[[ Supplied records open ]]

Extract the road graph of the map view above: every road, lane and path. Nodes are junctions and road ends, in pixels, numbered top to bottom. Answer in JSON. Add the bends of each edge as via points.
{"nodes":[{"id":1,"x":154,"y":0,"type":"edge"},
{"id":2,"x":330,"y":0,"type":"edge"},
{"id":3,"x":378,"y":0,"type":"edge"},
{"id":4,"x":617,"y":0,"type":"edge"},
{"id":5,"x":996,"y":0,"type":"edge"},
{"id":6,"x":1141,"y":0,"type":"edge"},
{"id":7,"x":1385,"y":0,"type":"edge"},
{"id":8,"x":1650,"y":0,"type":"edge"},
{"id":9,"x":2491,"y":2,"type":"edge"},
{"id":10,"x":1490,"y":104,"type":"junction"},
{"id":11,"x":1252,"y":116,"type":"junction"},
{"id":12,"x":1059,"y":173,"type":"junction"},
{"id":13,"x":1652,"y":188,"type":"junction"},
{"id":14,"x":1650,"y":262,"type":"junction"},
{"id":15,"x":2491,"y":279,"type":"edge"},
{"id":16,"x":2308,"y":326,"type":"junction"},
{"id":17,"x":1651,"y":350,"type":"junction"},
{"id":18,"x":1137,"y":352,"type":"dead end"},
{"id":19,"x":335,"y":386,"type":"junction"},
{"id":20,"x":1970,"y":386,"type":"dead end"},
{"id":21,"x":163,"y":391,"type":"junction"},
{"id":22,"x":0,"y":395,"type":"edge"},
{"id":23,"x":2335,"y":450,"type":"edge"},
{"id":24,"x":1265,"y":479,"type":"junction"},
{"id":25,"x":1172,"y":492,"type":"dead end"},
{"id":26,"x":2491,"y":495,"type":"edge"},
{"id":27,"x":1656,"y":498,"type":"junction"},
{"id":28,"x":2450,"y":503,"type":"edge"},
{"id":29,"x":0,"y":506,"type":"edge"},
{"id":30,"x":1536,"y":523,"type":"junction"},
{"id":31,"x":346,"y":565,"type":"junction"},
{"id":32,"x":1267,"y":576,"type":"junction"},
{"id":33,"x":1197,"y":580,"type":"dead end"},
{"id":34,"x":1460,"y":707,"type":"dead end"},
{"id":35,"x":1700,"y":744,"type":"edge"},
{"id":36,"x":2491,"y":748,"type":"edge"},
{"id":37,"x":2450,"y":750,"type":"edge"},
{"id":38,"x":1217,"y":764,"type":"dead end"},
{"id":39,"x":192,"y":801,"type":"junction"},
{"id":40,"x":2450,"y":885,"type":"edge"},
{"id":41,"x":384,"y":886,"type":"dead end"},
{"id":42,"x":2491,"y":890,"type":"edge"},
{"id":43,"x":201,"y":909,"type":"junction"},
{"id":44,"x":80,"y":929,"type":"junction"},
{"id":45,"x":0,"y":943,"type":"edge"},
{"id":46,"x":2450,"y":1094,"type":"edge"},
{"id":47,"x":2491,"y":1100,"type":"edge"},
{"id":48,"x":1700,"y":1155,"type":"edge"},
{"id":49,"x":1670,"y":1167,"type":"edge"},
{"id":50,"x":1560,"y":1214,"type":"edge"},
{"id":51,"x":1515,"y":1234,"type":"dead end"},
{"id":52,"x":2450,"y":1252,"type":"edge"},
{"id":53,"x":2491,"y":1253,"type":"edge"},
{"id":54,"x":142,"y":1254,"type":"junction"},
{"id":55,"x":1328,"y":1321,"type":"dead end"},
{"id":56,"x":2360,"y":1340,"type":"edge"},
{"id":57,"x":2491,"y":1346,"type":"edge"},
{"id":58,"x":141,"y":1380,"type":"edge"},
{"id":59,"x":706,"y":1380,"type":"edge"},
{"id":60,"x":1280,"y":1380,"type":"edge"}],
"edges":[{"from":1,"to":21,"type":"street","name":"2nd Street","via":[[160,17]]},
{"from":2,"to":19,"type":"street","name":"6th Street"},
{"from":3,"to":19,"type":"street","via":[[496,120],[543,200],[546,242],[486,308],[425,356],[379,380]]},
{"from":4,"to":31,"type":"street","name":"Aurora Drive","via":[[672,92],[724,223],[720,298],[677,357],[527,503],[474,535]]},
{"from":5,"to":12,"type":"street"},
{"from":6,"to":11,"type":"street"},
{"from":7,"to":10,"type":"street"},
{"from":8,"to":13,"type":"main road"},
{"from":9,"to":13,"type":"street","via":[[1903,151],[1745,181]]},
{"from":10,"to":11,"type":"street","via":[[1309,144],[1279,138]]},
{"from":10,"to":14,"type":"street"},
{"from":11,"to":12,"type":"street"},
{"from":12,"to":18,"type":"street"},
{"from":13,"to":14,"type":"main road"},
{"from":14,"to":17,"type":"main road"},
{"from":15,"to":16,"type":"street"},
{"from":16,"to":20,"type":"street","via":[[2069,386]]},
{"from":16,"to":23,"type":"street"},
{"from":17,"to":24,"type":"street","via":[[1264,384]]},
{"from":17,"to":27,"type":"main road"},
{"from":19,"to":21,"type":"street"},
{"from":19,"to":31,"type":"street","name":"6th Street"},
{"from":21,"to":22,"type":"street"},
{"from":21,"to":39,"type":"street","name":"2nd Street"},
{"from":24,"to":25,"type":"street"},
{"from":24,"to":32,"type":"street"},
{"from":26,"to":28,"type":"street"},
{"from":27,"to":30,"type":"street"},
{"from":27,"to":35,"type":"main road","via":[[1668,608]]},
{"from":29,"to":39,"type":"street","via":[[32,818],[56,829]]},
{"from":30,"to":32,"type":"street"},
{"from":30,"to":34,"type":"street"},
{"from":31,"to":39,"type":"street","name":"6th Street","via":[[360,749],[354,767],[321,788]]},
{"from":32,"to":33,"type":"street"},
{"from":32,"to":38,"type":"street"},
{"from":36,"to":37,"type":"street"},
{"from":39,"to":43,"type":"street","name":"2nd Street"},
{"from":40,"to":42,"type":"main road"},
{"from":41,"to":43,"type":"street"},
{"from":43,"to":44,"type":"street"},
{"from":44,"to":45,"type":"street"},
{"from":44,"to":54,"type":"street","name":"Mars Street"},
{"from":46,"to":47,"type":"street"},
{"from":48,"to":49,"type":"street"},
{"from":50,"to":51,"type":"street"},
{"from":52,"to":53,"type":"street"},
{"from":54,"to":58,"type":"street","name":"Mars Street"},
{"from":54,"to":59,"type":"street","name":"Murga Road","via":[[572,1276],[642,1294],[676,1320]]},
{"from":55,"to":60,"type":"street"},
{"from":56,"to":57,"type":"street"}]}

[[ Supplied records closed ]]

#### What to do
Go through the entries and repeat each one exactly.

#### Task output
Extract the road graph of the map view above: every road, lane and path. Nodes are junctions and road ends, in pixels, numbered top to bottom. Answer in JSON. Add the bends of each edge as via points.
{"nodes":[{"id":1,"x":154,"y":0,"type":"edge"},
{"id":2,"x":330,"y":0,"type":"edge"},
{"id":3,"x":378,"y":0,"type":"edge"},
{"id":4,"x":617,"y":0,"type":"edge"},
{"id":5,"x":996,"y":0,"type":"edge"},
{"id":6,"x":1141,"y":0,"type":"edge"},
{"id":7,"x":1385,"y":0,"type":"edge"},
{"id":8,"x":1650,"y":0,"type":"edge"},
{"id":9,"x":2491,"y":2,"type":"edge"},
{"id":10,"x":1490,"y":104,"type":"junction"},
{"id":11,"x":1252,"y":116,"type":"junction"},
{"id":12,"x":1059,"y":173,"type":"junction"},
{"id":13,"x":1652,"y":188,"type":"junction"},
{"id":14,"x":1650,"y":262,"type":"junction"},
{"id":15,"x":2491,"y":279,"type":"edge"},
{"id":16,"x":2308,"y":326,"type":"junction"},
{"id":17,"x":1651,"y":350,"type":"junction"},
{"id":18,"x":1137,"y":352,"type":"dead end"},
{"id":19,"x":335,"y":386,"type":"junction"},
{"id":20,"x":1970,"y":386,"type":"dead end"},
{"id":21,"x":163,"y":391,"type":"junction"},
{"id":22,"x":0,"y":395,"type":"edge"},
{"id":23,"x":2335,"y":450,"type":"edge"},
{"id":24,"x":1265,"y":479,"type":"junction"},
{"id":25,"x":1172,"y":492,"type":"dead end"},
{"id":26,"x":2491,"y":495,"type":"edge"},
{"id":27,"x":1656,"y":498,"type":"junction"},
{"id":28,"x":2450,"y":503,"type":"edge"},
{"id":29,"x":0,"y":506,"type":"edge"},
{"id":30,"x":1536,"y":523,"type":"junction"},
{"id":31,"x":346,"y":565,"type":"junction"},
{"id":32,"x":1267,"y":576,"type":"junction"},
{"id":33,"x":1197,"y":580,"type":"dead end"},
{"id":34,"x":1460,"y":707,"type":"dead end"},
{"id":35,"x":1700,"y":744,"type":"edge"},
{"id":36,"x":2491,"y":748,"type":"edge"},
{"id":37,"x":2450,"y":750,"type":"edge"},
{"id":38,"x":1217,"y":764,"type":"dead end"},
{"id":39,"x":192,"y":801,"type":"junction"},
{"id":40,"x":2450,"y":885,"type":"edge"},
{"id":41,"x":384,"y":886,"type":"dead end"},
{"id":42,"x":2491,"y":890,"type":"edge"},
{"id":43,"x":201,"y":909,"type":"junction"},
{"id":44,"x":80,"y":929,"type":"junction"},
{"id":45,"x":0,"y":943,"type":"edge"},
{"id":46,"x":2450,"y":1094,"type":"edge"},
{"id":47,"x":2491,"y":1100,"type":"edge"},
{"id":48,"x":1700,"y":1155,"type":"edge"},
{"id":49,"x":1670,"y":1167,"type":"edge"},
{"id":50,"x":1560,"y":1214,"type":"edge"},
{"id":51,"x":1515,"y":1234,"type":"dead end"},
{"id":52,"x":2450,"y":1252,"type":"edge"},
{"id":53,"x":2491,"y":1253,"type":"edge"},
{"id":54,"x":142,"y":1254,"type":"junction"},
{"id":55,"x":1328,"y":1321,"type":"dead end"},
{"id":56,"x":2360,"y":1340,"type":"edge"},
{"id":57,"x":2491,"y":1346,"type":"edge"},
{"id":58,"x":141,"y":1380,"type":"edge"},
{"id":59,"x":706,"y":1380,"type":"edge"},
{"id":60,"x":1280,"y":1380,"type":"edge"}],
"edges":[{"from":1,"to":21,"type":"street","name":"2nd Street","via":[[160,17]]},
{"from":2,"to":19,"type":"street","name":"6th Street"},
{"from":3,"to":19,"type":"street","via":[[496,120],[543,200],[546,242],[486,308],[425,356],[379,380]]},
{"from":4,"to":31,"type":"street","name":"Aurora Drive","via":[[672,92],[724,223],[720,298],[677,357],[527,503],[474,535]]},
{"from":5,"to":12,"type":"street"},
{"from":6,"to":11,"type":"street"},
{"from":7,"to":10,"type":"street"},
{"from":8,"to":13,"type":"main road"},
{"from":9,"to":13,"type":"street","via":[[1903,151],[1745,181]]},
{"from":10,"to":11,"type":"street","via":[[1309,144],[1279,138]]},
{"from":10,"to":14,"type":"street"},
{"from":11,"to":12,"type":"street"},
{"from":12,"to":18,"type":"street"},
{"from":13,"to":14,"type":"main road"},
{"from":14,"to":17,"type":"main road"},
{"from":15,"to":16,"type":"street"},
{"from":16,"to":20,"type":"street","via":[[2069,386]]},
{"from":16,"to":23,"type":"street"},
{"from":17,"to":24,"type":"street","via":[[1264,384]]},
{"from":17,"to":27,"type":"main road"},
{"from":19,"to":21,"type":"street"},
{"from":19,"to":31,"type":"street","name":"6th Street"},
{"from":21,"to":22,"type":"street"},
{"from":21,"to":39,"type":"street","name":"2nd Street"},
{"from":24,"to":25,"type":"street"},
{"from":24,"to":32,"type":"street"},
{"from":26,"to":28,"type":"street"},
{"from":27,"to":30,"type":"street"},
{"from":27,"to":35,"type":"main road","via":[[1668,608]]},
{"from":29,"to":39,"type":"street","via":[[32,818],[56,829]]},
{"from":30,"to":32,"type":"street"},
{"from":30,"to":34,"type":"street"},
{"from":31,"to":39,"type":"street","name":"6th Street","via":[[360,749],[354,767],[321,788]]},
{"from":32,"to":33,"type":"street"},
{"from":32,"to":38,"type":"street"},
{"from":36,"to":37,"type":"street"},
{"from":39,"to":43,"type":"street","name":"2nd Street"},
{"from":40,"to":42,"type":"main road"},
{"from":41,"to":43,"type":"street"},
{"from":43,"to":44,"type":"street"},
{"from":44,"to":45,"type":"street"},
{"from":44,"to":54,"type":"street","name":"Mars Street"},
{"from":46,"to":47,"type":"street"},
{"from":48,"to":49,"type":"street"},
{"from":50,"to":51,"type":"street"},
{"from":52,"to":53,"type":"street"},
{"from":54,"to":58,"type":"street","name":"Mars Street"},
{"from":54,"to":59,"type":"street","name":"Murga Road","via":[[572,1276],[642,1294],[676,1320]]},
{"from":55,"to":60,"type":"street"},
{"from":56,"to":57,"type":"street"}]}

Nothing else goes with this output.